The distinctive missile telemetry ship MV Pacific Collector is in port at Aloha Tower, possibly for a key upcoming ballistic missile defense test.
The 393-foot ship with twin domes housing 24-foot antennas is owned by the U.S. Department of Transportation’s Maritime Administration and used in support of U.S. Missile Defense Agency missions.
Spokesman Chris Johnson said the agency doesn’t usually talk about assets used in a missile defense test until after the fact, but did confirm the next flight intercept test of the ground-based midcourse ballistic missile defense system is planned for late May.
That test will be the first time a ground-based missile interceptor launched from California attempts to smash into a “threat-representative” intercontinental ballistic missile in its midcourse over the Pacific, the Missile Defense Agency said.
Thirty-six ground-based interceptors — a number increasing to 44 this year — are in place in Alaska and California to theoretically defend the United States, including Hawaii, against nuclear missile attack. However, a Pentagon weapons testing office rated the
$40 billion system in December as having low reliability.
The test will be closely watched to see whether upgrades work at a time when North Korean ballistic missiles are being test-fired on an accelerated basis. Adm.
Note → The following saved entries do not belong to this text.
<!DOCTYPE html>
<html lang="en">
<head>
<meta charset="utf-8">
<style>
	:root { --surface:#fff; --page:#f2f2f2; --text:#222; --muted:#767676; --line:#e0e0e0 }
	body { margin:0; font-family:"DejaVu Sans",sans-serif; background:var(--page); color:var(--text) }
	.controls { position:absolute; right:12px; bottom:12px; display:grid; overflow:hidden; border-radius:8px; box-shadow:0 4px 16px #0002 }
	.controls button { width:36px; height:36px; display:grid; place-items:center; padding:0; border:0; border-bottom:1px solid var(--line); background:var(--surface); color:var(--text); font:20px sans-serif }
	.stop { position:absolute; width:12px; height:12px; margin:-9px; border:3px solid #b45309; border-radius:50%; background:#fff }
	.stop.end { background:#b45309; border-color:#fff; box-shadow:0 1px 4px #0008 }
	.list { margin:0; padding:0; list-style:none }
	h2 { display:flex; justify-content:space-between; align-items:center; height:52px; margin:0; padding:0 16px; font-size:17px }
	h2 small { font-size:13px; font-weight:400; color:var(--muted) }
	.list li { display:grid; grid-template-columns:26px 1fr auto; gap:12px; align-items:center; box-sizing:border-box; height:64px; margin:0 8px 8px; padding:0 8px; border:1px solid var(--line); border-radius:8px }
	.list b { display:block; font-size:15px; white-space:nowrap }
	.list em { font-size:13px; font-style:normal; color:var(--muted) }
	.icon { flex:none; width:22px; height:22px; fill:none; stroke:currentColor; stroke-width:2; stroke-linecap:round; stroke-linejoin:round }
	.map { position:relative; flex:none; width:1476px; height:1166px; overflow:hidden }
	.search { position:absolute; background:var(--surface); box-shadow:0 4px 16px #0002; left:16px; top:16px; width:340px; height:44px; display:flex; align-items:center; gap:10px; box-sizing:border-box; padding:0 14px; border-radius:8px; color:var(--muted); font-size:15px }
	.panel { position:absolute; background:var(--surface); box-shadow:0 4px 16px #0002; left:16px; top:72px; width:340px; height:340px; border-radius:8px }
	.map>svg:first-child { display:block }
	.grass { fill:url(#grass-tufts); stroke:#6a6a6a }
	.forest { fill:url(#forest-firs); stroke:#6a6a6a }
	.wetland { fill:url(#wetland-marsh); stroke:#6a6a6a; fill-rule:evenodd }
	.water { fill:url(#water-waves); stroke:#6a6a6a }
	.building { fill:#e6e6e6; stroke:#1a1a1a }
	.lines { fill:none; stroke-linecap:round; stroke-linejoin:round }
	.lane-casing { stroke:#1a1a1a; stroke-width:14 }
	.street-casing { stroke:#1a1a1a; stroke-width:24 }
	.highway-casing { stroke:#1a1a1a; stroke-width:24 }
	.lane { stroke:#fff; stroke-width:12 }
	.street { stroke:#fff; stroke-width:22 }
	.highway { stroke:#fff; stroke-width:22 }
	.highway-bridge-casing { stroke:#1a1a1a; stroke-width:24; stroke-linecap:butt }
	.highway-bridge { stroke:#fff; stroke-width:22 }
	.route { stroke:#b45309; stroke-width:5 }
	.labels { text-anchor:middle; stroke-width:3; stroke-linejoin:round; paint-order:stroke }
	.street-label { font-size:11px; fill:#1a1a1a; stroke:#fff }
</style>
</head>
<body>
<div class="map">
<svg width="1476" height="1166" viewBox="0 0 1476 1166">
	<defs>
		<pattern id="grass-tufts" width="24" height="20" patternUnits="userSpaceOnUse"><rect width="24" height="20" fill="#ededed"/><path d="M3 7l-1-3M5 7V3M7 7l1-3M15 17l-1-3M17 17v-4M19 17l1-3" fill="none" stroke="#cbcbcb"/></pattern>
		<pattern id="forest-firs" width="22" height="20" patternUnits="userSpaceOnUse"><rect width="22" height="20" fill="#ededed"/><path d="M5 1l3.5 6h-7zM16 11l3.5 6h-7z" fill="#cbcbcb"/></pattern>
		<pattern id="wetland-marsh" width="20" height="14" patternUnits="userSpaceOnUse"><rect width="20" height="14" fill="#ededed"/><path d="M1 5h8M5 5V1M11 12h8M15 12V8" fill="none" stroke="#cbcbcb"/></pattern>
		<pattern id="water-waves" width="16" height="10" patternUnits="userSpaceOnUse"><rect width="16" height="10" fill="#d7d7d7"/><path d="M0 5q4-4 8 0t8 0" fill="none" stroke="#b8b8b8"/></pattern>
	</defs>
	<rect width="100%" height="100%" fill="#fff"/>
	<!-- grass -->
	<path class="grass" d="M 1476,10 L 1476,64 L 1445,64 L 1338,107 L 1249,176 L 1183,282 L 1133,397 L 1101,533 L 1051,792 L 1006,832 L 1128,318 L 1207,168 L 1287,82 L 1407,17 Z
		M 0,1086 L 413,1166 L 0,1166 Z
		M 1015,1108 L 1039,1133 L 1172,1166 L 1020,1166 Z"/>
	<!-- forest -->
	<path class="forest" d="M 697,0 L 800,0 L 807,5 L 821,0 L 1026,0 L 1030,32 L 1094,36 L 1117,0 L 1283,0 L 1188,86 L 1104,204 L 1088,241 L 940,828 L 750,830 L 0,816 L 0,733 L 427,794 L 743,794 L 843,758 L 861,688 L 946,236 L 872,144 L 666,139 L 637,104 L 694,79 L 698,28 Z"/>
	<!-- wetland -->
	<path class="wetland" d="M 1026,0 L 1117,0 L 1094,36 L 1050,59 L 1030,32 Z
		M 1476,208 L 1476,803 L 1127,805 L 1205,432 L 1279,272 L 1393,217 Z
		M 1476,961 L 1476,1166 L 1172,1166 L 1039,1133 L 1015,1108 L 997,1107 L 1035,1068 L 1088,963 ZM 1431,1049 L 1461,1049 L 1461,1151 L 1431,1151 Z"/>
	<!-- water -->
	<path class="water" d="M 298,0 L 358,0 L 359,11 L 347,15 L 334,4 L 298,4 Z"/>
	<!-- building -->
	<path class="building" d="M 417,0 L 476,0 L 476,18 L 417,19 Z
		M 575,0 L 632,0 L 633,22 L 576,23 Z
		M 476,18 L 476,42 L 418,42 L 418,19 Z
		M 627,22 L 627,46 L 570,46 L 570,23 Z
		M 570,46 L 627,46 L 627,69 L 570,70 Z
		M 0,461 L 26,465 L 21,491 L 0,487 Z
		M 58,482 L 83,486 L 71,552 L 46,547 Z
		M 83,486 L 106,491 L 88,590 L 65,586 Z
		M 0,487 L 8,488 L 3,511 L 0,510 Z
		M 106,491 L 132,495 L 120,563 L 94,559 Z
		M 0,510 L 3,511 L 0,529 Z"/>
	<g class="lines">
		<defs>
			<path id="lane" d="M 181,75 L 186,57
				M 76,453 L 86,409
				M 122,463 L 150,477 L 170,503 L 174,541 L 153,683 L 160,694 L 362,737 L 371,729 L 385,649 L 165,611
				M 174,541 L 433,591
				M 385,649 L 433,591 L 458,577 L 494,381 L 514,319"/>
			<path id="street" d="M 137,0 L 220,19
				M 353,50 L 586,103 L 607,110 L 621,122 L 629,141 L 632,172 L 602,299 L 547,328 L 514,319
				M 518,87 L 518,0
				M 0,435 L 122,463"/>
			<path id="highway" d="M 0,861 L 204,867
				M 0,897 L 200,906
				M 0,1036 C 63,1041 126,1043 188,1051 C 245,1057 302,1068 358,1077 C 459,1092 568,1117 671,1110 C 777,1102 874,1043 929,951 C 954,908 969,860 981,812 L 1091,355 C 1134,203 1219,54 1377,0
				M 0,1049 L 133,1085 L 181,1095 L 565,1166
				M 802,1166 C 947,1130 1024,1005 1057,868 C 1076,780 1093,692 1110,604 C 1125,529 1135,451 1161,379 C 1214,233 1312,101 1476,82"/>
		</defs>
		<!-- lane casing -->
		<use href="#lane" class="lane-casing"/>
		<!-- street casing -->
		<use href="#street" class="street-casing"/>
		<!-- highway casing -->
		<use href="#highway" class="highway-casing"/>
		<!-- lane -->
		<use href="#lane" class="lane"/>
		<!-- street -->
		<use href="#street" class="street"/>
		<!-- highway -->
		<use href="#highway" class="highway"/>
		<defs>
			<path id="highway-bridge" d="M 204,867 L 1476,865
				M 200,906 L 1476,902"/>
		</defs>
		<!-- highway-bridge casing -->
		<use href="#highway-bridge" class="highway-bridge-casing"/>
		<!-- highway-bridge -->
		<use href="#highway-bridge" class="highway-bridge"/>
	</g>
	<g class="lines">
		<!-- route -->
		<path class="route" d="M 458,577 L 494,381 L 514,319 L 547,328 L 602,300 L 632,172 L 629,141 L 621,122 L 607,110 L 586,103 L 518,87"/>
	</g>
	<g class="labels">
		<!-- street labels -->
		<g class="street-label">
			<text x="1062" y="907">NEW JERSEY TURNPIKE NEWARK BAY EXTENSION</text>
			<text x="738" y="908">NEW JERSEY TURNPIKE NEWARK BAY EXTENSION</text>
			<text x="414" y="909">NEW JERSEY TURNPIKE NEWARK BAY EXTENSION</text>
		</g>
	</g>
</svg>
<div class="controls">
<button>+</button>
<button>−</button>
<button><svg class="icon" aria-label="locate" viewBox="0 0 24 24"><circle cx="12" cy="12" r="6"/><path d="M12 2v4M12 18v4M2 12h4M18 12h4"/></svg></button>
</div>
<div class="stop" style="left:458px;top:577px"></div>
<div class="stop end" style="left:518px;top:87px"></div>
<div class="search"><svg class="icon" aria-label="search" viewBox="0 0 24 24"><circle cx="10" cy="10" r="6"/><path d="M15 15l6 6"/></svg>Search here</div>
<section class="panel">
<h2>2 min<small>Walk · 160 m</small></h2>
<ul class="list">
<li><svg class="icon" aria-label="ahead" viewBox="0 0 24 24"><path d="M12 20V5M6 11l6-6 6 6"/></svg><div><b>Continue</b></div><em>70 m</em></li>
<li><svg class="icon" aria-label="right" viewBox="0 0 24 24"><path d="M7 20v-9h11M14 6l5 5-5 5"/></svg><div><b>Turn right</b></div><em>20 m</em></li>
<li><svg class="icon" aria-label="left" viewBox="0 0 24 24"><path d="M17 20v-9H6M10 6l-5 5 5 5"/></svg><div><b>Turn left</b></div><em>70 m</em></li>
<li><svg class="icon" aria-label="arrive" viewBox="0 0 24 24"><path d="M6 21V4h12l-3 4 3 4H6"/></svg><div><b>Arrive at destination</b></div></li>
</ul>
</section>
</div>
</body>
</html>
Harry Harris, head of U.S. Pacific Command, recently told Congress that North Korean leader Kim Jong Un “is clearly in a position to threaten Hawaii today.”
Vice Adm. J.D. Syring, director of the Missile Defense Agency, gave his assessment of North Korea in April 2016.
“In addition to the Taepo Dong 2 space launch vehicle/ICBM, North Korea is developing and has paraded the KN-08 road-mobile ICBM and an intermediate-range ballistic missile with a range greater than 3,000 km (1,864 miles),” Syring told the House Armed Services Committee.
Pacific Collector was stationed in the “broad ocean area” northeast of the Hawaiian Islands for an intercept test on June 22, 2014. The ship processes missile telemetry primarily in the midcourse and terminal phases of flight.
A ground-based missile fired from Vandenberg Air Force Base in California successfully knocked out an intermediate-range ballistic missile target launched from the U.S. Army’s Reagan Test Site on Kwajalein Atoll.
The ground-based system has a record of nine successful intercepts out of 17 attempts since 1999 — translating to a 53 percent success rate. The upcoming test, designated FTG-15, will evaluate the upgraded “Configuration 2” booster and “Capability Enhancement-II Block 1” exo-atmospheric kill vehicle, which smashes into a warhead to disable it.
During a Jan. 28, 2016, flight test — but not a planned intercept — a defensive missile fired from California zeroed in on a target missile launched from a C-17 cargo plane west of Hawaii. The test of alternate “divert thrusters” on the exo-atmospheric kill vehicle was deemed a success by the Missile Defense Agency.
However, the Pentagon’s chief weapons testing office later said that a circuit board associated with one of the divert thrusters experienced a short and did not command the thruster to turn on for the later part of the test.